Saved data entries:
:::::

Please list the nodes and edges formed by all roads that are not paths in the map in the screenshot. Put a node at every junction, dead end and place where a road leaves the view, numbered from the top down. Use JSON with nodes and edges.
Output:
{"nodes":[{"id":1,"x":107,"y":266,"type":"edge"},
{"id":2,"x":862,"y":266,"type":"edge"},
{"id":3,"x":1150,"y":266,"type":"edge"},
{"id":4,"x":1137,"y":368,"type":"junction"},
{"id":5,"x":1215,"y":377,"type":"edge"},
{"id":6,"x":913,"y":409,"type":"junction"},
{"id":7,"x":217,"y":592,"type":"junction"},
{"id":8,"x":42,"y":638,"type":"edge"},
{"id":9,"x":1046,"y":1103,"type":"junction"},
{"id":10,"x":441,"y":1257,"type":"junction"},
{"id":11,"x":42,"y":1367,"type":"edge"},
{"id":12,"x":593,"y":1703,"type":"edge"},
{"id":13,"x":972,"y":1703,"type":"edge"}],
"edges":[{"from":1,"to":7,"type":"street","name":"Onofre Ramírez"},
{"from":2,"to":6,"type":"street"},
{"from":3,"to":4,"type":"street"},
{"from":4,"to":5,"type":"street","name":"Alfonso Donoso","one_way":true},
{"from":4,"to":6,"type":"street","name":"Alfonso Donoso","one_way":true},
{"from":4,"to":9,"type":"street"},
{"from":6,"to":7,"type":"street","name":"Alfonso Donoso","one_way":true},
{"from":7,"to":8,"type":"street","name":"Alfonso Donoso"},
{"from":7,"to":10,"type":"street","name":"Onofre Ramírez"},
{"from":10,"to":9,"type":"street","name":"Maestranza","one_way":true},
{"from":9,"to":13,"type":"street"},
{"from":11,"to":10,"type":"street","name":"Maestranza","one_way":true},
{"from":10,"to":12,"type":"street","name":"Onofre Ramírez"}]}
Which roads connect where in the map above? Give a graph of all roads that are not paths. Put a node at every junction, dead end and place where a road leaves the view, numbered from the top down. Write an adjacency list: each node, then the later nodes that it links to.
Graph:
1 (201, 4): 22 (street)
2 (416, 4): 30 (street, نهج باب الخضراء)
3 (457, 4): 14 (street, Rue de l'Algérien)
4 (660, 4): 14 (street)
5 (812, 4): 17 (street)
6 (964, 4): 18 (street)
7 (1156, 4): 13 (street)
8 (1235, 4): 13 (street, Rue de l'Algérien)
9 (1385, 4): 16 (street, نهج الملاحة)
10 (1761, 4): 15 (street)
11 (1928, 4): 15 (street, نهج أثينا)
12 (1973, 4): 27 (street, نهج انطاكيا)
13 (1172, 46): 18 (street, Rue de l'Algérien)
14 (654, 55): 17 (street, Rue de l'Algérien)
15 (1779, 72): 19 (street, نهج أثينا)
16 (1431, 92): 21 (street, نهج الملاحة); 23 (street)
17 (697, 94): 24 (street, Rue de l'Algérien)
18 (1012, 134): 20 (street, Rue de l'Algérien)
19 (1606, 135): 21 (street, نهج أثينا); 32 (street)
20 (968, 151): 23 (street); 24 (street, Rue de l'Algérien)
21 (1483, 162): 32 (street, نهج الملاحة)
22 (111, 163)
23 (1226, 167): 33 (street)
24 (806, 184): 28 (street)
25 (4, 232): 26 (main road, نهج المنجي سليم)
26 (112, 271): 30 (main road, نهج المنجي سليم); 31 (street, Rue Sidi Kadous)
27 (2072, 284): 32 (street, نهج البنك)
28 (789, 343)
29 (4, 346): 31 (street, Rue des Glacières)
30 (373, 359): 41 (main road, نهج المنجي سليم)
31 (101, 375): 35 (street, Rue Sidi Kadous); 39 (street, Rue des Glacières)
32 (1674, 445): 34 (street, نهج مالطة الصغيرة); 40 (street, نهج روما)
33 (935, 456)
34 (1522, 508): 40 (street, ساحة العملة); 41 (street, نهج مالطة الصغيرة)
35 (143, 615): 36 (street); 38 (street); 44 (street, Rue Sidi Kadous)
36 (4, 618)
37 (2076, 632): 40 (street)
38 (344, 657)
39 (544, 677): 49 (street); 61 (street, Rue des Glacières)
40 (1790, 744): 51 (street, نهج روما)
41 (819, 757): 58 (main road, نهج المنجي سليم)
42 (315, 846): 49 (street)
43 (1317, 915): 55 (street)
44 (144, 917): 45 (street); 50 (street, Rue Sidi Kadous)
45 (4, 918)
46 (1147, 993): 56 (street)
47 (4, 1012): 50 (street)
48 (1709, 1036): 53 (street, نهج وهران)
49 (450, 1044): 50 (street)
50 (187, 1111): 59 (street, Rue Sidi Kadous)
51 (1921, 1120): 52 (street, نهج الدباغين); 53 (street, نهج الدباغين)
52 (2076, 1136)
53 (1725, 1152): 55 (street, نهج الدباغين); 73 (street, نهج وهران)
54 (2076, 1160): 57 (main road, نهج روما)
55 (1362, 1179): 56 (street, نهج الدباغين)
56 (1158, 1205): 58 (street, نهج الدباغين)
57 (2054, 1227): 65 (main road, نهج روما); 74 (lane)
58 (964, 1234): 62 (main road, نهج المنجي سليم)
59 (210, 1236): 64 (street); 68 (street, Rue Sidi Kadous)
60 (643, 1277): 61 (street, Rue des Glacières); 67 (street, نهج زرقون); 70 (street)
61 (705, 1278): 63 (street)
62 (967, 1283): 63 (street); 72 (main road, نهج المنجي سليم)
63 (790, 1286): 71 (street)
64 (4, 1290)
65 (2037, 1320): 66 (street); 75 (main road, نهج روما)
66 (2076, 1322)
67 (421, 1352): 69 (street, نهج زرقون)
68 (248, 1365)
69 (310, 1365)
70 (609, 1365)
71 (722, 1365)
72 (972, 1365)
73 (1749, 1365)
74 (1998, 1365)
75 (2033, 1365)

:::::

Tally the lines of the records that contain the word "الصغيرة", then give only the tally.

= EXPECTED OUTPUT =
2